Nivolumab in Patients With IDH-Mutant Gliomas With and Without Hypermutator Phenotype

Phase 2

Recruiting

• Conditions: Glioma; Glioblastoma; High Grage Glioma; Malignant Glioma; Low Grade Glioma
• Interventions: Drug: Nivolumab

• Registration Number: NCT03718767
• Lead Sponsor: National Cancer Institute (NCI)

Brief Summary

Background:

Gliomas are the most common malignant brain tumors. Some have certain changes (mutations) in the genes IDH1 or IDH2. If there are a high number of mutations in a tumor, it is called hypermutator phenotype (HMP). The drug nivolumab helps the immune system fight cancer. Researchers think it can be more effective in patients with IDH1 or IDH2 mutated gliomas with HMP. They will test gliomas with and without HMP.

Objectives:

To see if nivolumab stops tumor growth and prolongs the time that the tumor is controlled.

Eligibility:

Adults 18 years or older with IDH1 or IDH2 mutated gliomas

Design:

Participants will be screened with:

Medical history

Physical exam

Heart, blood, and pregnancy tests

Review of symptoms and activity levels

Brain magnetic resonance imaging (MRI). Participants will lie in a cylinder that takes pictures in a strong magnetic field.

Tumor samples

Participants will get the study drug in 4-week cycles. They will get it through a small plastic tube in a vein (IV) on days 1 and 15 of cycles 1-4. For cycles 5-16, they will get it just on day 1.

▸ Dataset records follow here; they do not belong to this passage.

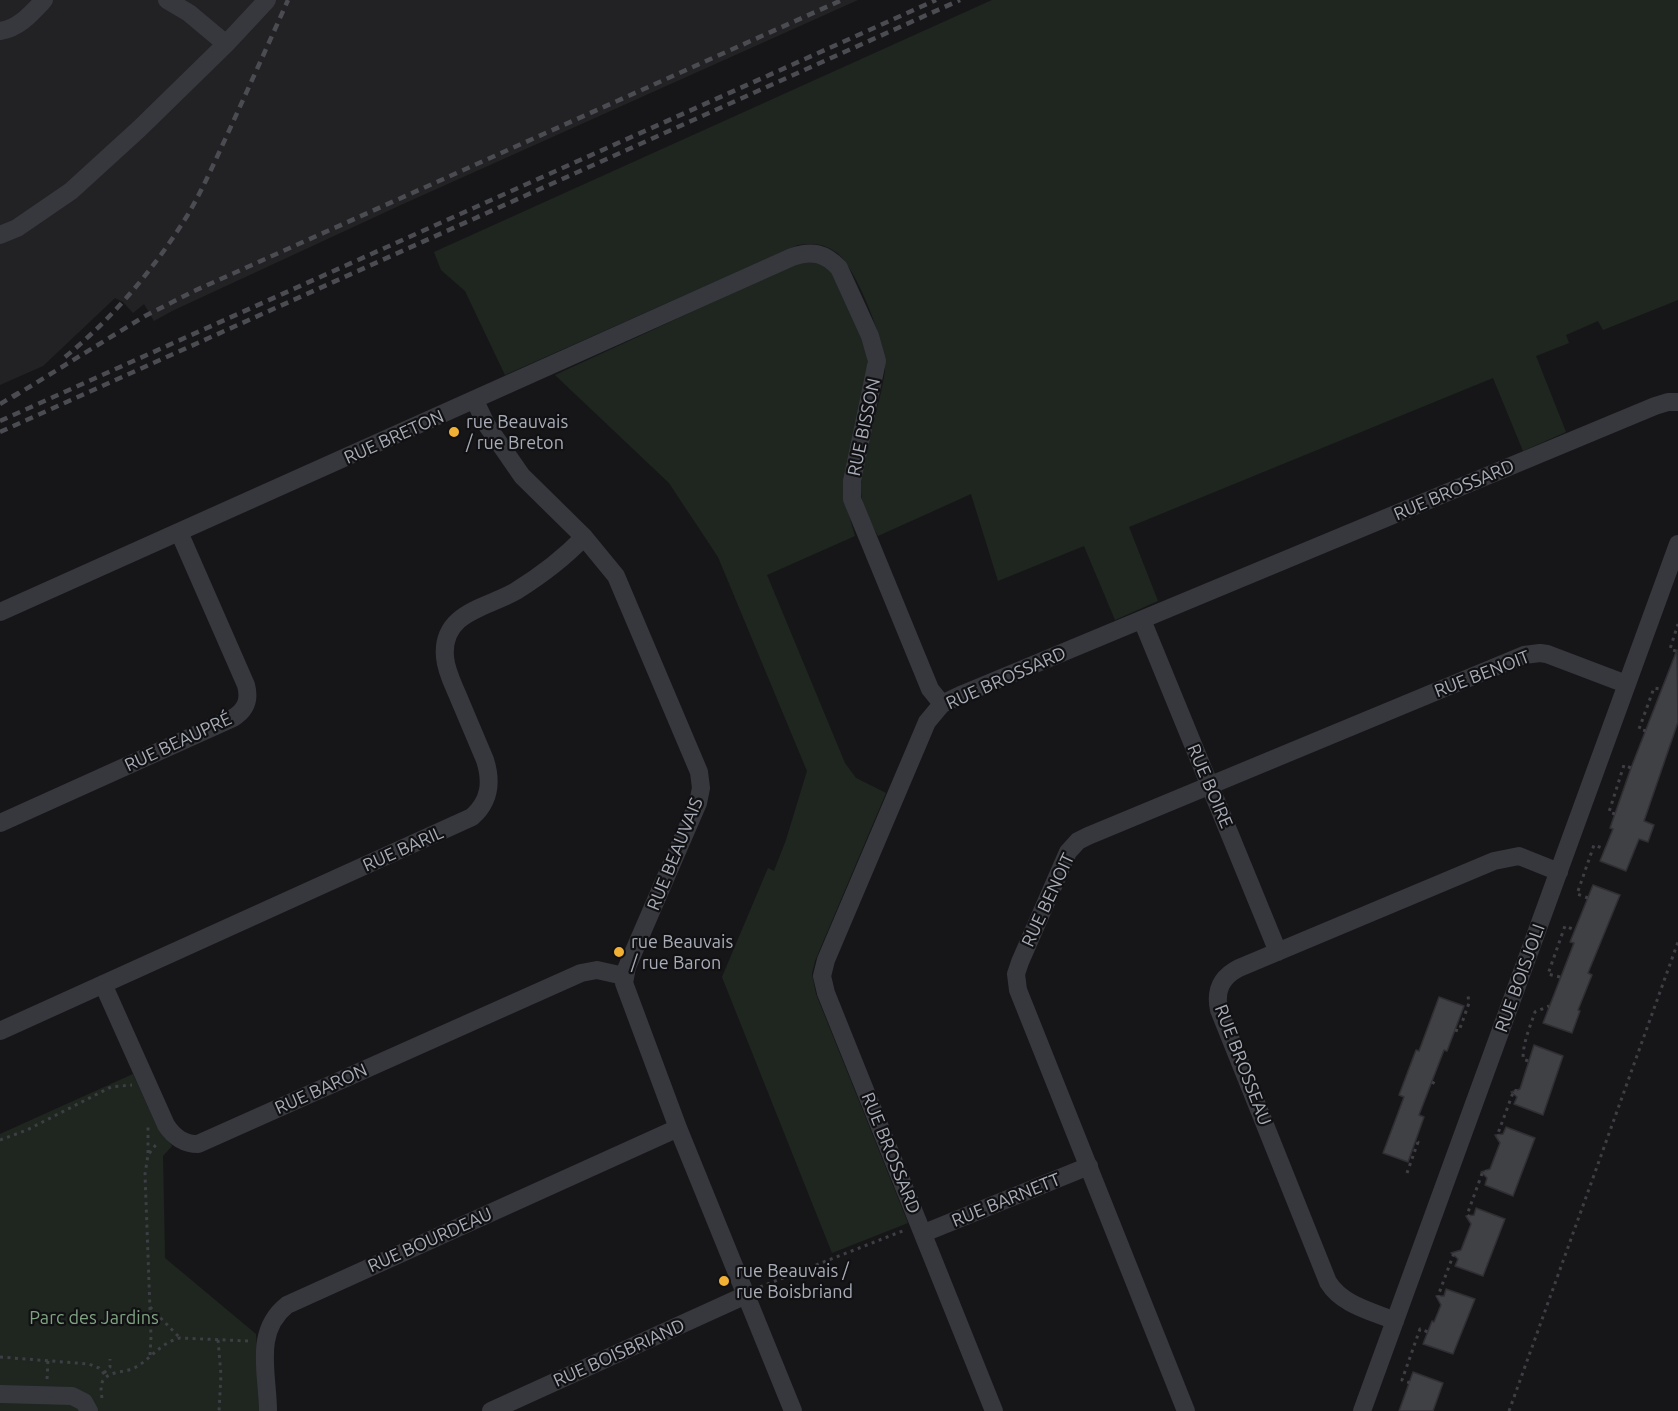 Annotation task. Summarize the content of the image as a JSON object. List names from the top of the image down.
{
  "streets": {
    "street": [
      "RUE BISSON",
      "RUE BRETON",
      "RUE BROSSARD",
      "RUE BENOIT",
      "RUE BEAUPRÉ",
      "RUE BOIRE",
      "RUE BARIL",
      "RUE BEAUVAIS",
      "RUE BOISJOLI",
      "RUE BROSSEAU",
      "RUE BARON",
      "RUE BARNETT",
      "RUE BOURDEAU",
      "RUE BOISBRIAND"
    ]
  },
  "crossings": [
    ["RUE BISSON", "RUE BRETON"],
    ["RUE BISSON", "RUE BROSSARD"],
    ["RUE BRETON", "RUE BEAUPRÉ"],
    ["RUE BRETON", "RUE BEAUVAIS"],
    ["RUE BROSSARD", "RUE BOIRE"],
    ["RUE BROSSARD", "RUE BARNETT"],
    ["RUE BENOIT", "RUE BOIRE"],
    ["RUE BENOIT", "RUE BOISJOLI"],
    ["RUE BENOIT", "RUE BARNETT"],
    ["RUE BOIRE", "RUE BROSSEAU"],
    ["RUE BARIL", "RUE BEAUVAIS"],
    ["RUE BARIL", "RUE BARON"],
    ["RUE BEAUVAIS", "RUE BARON"],
    ["RUE BOISJOLI", "RUE BROSSEAU"]
  ],
  "parks": ["Parc des Jardins"],
  "places": ["rue Beauvais / rue Breton", "rue Beauvais / rue Baron", "rue Beauvais / rue Boisbriand"]
}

On days 1 and 15 of each cycle, participants will repeat some or all screening tests.

After cycle 16, participants will have 3 follow-up visits over 100 days. They will answer health questions, have physical and neurological exams, and have blood tests. They may have a brain MRI.

Participants whose disease did not get worse but who finished the study drug within 1 year of treatment may have imaging studies every 8 weeks for up to 1 year.

Participants will be called or emailed every 6 months with questions about their health.

Detailed Description

BACKGROUND:

* Glioma is the most common malignant brain tumor. Genes coding for isocitrate dehydrogenases 1and 2 (IDH1 and IDH2), metabolic enzymes, are frequently mutated in gliomas, particularly lower-grade gliomas (LGGs). IDH1/2 mutation causes a unique tumor biology, including the accumulation of 2-hydroxyglutarate (2-HG), an oncometabolite, which in turn causes genomic hypermethylation and tumorigenesis.

* IDH-mutant LGGs undergo a slow but unremitting progression to higher grade transformation (HT) and eventually become high grade gliomas (HGGs) with a significant increase in the number of somatic mutations. A subset of patients with transformed HGGs develop a hypermutator phenotype (HMP), possibly related, but not limited, to previous treatment with alkylating agents and radiotherapy. The mechanisms of this clinical phenomenon are not fully understood, and no effective treatments are available for the HMP HGGs.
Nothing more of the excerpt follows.